Berkshire, Twitter and Alibaba Share Unusual Ally: This HFT Firm

(Bloomberg Markets) -- It’s the end of another day on the New York Stock Exchange in Lower Manhattan, and that means it’s Global Trading Systems vs. the world.

Brokers in blue jackets are crowding around the GTS trading post, looking to sell shares of Alibaba. They’re calling out figures above $98 a share, where they expect the Chinese retailer’s price to close. GTS is pushing back: They’ve got it wrong.

“Everything’s smooth,” says Patrick Murphy, 47, head of market-making at NYSE for GTS. His tan skin and floppy blond hair look out of place on the floor, like he’s been teleported here from a Southern California beach. “There’s no reason to take it up a dollar.”

“What are you saying on BABA?” a broker yells. “BABA’s looking quarter and a half,” Murphy responds, using trader shorthand to say the stock’s price will close somewhere between $97.25 and $97.50.

His confidence comes from a phalanx of proprietary algorithms that fill the five computer screens surrounding him. Digesting inputs from 35 metrics, including currency rates and prices for exchange-traded funds, they predict where a stock should be trading with razor-sharp accuracy.

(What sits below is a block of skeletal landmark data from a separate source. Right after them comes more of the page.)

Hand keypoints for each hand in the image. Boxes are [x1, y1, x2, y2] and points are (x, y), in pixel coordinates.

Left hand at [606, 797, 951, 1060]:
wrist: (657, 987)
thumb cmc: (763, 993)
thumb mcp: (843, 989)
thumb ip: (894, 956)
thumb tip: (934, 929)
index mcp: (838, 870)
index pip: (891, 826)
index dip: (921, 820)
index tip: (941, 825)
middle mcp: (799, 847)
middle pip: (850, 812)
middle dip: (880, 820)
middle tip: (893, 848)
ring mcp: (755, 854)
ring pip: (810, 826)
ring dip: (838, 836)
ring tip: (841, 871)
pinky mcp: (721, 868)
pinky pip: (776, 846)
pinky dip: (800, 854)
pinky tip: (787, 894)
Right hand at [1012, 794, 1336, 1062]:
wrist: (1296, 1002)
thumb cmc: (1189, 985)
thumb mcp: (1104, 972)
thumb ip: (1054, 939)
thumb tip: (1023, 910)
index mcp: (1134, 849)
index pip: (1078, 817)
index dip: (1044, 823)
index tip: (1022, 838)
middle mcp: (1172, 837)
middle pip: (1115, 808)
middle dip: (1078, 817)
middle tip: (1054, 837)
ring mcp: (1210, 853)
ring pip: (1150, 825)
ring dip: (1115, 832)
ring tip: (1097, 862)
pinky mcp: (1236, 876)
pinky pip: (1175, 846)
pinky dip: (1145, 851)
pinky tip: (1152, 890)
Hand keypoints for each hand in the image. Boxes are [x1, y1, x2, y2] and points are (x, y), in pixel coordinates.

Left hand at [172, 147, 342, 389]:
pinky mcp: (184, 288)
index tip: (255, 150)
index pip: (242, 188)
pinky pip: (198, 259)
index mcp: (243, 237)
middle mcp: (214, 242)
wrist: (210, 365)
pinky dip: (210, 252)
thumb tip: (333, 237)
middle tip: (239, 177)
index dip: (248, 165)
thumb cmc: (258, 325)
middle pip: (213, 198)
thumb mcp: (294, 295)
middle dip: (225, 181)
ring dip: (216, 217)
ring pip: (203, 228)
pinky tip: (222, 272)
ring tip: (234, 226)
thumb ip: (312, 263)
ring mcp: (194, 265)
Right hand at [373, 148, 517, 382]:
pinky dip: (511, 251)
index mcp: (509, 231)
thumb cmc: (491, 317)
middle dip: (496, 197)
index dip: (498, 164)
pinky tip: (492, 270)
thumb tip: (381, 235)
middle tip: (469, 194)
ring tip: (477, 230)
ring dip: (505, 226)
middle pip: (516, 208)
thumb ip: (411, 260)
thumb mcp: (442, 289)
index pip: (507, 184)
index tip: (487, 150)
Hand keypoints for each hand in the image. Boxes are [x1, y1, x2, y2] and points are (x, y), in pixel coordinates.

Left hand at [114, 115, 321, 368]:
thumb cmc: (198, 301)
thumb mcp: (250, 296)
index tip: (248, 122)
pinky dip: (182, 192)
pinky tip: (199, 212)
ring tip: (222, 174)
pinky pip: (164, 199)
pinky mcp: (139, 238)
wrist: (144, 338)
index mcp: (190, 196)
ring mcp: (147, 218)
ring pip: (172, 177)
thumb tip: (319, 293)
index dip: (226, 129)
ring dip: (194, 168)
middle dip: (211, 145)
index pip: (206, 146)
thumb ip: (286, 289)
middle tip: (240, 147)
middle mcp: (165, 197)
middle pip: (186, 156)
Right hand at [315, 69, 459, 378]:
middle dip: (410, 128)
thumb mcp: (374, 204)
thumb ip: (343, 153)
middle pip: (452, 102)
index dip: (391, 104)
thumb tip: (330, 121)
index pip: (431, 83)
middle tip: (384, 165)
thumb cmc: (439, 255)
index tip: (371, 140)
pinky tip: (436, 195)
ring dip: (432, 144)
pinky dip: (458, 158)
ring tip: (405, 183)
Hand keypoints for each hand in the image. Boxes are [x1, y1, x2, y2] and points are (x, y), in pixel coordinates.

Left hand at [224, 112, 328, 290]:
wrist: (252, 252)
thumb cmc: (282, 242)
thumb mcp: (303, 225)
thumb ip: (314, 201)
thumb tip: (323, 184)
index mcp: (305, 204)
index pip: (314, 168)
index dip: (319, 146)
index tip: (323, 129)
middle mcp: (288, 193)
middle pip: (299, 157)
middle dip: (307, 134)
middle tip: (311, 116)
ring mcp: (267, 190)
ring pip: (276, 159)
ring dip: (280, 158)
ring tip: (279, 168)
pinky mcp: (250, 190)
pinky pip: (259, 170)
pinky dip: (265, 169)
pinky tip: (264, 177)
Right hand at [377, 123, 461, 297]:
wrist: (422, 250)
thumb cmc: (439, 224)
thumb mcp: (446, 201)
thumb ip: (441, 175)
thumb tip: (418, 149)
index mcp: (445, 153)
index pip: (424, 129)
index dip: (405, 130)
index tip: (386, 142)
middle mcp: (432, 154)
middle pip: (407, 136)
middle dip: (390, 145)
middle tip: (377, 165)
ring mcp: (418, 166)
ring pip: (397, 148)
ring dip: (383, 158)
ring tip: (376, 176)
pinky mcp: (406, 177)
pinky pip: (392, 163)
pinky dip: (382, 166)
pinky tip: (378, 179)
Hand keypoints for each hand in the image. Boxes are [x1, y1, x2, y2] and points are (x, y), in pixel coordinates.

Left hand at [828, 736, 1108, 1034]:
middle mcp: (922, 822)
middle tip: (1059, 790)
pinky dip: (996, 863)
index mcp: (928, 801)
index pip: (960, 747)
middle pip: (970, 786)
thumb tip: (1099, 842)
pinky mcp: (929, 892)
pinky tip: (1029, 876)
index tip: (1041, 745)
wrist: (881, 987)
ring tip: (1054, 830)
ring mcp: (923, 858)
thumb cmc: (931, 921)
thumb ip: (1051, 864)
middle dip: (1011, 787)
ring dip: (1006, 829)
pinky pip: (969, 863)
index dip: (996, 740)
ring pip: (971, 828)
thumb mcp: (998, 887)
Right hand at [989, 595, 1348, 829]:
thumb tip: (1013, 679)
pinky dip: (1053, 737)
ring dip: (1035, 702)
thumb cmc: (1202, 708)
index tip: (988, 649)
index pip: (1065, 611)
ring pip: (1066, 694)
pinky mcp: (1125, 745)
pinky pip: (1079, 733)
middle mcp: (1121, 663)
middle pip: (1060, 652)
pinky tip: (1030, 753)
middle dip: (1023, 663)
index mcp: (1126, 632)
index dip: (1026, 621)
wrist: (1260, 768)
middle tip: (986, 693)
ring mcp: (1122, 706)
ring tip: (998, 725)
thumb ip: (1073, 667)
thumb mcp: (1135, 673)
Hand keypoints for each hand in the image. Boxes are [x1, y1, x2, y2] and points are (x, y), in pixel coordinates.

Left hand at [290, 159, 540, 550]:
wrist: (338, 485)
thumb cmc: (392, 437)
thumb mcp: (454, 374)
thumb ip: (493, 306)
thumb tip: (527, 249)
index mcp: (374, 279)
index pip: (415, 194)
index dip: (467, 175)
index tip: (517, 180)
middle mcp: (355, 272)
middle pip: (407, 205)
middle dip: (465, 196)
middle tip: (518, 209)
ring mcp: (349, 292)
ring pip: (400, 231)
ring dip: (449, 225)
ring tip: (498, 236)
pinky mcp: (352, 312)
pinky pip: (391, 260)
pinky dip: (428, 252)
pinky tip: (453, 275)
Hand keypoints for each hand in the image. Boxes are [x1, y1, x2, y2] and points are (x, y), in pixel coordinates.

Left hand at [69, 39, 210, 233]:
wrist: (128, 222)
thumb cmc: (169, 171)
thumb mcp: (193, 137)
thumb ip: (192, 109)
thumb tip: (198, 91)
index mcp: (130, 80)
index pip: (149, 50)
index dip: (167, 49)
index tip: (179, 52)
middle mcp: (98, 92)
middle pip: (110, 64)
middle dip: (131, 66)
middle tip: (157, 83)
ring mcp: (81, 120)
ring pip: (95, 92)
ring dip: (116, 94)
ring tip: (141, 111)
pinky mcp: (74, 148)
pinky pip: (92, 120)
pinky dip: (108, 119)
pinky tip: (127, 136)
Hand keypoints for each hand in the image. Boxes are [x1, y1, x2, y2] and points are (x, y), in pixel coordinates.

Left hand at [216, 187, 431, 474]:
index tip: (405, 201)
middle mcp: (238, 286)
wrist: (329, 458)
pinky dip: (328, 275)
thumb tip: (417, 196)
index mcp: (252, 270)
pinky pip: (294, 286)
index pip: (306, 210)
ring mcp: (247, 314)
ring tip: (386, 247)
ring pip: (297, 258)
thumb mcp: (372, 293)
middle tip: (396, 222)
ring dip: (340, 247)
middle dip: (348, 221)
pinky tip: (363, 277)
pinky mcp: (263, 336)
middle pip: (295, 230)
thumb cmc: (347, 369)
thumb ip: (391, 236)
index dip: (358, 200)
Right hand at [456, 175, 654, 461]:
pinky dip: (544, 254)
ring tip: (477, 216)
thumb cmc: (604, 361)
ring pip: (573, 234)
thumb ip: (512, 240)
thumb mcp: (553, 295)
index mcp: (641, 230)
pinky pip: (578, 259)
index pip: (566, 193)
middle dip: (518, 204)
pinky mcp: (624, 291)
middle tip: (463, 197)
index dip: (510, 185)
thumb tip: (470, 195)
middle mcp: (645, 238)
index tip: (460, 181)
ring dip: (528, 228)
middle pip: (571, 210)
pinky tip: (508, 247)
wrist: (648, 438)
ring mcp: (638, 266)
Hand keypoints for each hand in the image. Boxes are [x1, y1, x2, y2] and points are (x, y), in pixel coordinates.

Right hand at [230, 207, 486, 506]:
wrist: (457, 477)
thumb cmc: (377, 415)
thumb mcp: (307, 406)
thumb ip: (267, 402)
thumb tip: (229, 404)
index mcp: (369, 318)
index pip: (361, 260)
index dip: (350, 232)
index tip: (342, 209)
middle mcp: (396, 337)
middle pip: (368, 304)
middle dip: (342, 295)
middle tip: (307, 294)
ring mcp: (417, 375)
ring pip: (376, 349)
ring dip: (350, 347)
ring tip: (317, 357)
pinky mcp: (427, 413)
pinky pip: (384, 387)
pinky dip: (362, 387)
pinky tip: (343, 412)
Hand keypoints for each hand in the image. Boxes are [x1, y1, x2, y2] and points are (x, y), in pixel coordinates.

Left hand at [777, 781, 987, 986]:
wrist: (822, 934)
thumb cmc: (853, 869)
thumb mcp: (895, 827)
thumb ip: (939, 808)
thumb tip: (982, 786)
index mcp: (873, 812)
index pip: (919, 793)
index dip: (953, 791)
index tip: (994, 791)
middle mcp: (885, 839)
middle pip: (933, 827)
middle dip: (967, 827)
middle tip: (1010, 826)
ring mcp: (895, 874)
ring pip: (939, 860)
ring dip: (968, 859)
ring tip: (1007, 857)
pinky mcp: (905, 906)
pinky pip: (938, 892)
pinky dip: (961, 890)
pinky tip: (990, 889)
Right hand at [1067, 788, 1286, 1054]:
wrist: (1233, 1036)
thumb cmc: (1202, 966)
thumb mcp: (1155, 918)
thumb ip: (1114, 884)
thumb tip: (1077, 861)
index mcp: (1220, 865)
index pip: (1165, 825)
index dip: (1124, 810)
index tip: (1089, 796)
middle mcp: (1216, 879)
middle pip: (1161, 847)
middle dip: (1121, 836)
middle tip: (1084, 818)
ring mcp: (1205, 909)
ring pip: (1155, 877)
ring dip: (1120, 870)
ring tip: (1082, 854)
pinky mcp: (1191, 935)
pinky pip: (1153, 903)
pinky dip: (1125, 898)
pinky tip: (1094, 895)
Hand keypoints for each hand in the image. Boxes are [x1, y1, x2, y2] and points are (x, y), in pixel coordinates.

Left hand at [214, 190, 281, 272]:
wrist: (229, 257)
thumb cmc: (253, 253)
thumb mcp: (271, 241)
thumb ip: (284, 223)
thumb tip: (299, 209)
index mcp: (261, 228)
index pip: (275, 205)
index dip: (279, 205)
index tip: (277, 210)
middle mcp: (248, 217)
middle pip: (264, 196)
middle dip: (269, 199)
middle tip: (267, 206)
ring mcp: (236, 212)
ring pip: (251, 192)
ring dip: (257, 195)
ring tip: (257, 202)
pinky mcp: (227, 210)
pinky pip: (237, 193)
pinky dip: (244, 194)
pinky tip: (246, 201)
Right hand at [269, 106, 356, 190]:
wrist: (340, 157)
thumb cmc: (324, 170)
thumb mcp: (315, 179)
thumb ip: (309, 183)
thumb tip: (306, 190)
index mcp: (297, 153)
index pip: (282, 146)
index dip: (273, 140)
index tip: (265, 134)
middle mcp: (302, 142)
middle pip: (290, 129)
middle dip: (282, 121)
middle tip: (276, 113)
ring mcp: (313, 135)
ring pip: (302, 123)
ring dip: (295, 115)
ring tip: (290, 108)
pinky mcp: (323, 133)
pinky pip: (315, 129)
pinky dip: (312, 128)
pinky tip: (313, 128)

Murphy’s role here is similar to that of a lifeguard, monitoring share prices throughout the day and jumping in when something goes awry. For the 1,200 securities GTS manages, he uses the algos to dive in and decide how much of the firm’s capital to cough up when it looks like a stock will swing dramatically away from its fair value. That job is particularly important at the end of the trading day, as volume spikes. Orders to buy and sell a stock sometimes get out of whack, as they have for Alibaba. On this particular day, it falls to Murphy to sell more than 150,000 Alibaba shares—an outlay in excess of $14 million—to bring the stock to a smooth close.

As the sound of the closing bell reverberates off the exchange’s marble walls and coffered ceilings, BABA closes at $97.42, right in line with the computer’s estimates. “The machine was right today,” Murphy says, relaxing his posture. He punches a teal button labeled DONE on a special square keyboard, closing out the stock. A year ago, GTS wasn’t even here. It was a faceless player in financial markets, silently sending orders through servers in data centers. This high-visibility booth on the NYSE floor, within spitting distance of CNBC television cameras, was the property of Barclays.

Why would a 10-year-old high-frequency-trading firm that prides itself on its technological savvy and needs only a few handfuls of humans to run its business want to muscle its way onto the floor of the centuries-old NYSE? The answer is what’s driven finance since its very inception: GTS wants clients.

The company is a member of Wall Street’s new guard, a group of market-making upstarts that are changing the nature of trading. GTS and its peers, such as Virtu Financial, Jump Trading, DRW Holdings, and Hudson River Trading, were among the first to dedicate all their resources and energy to the singular goal of being the fastest, most effective traders, period. As markets rapidly went electronic, getting ahead of the curve paid off. By 2009 high-frequency-trading firms were earning more than $7 billion in U.S. equities annually, according to Tabb Group research.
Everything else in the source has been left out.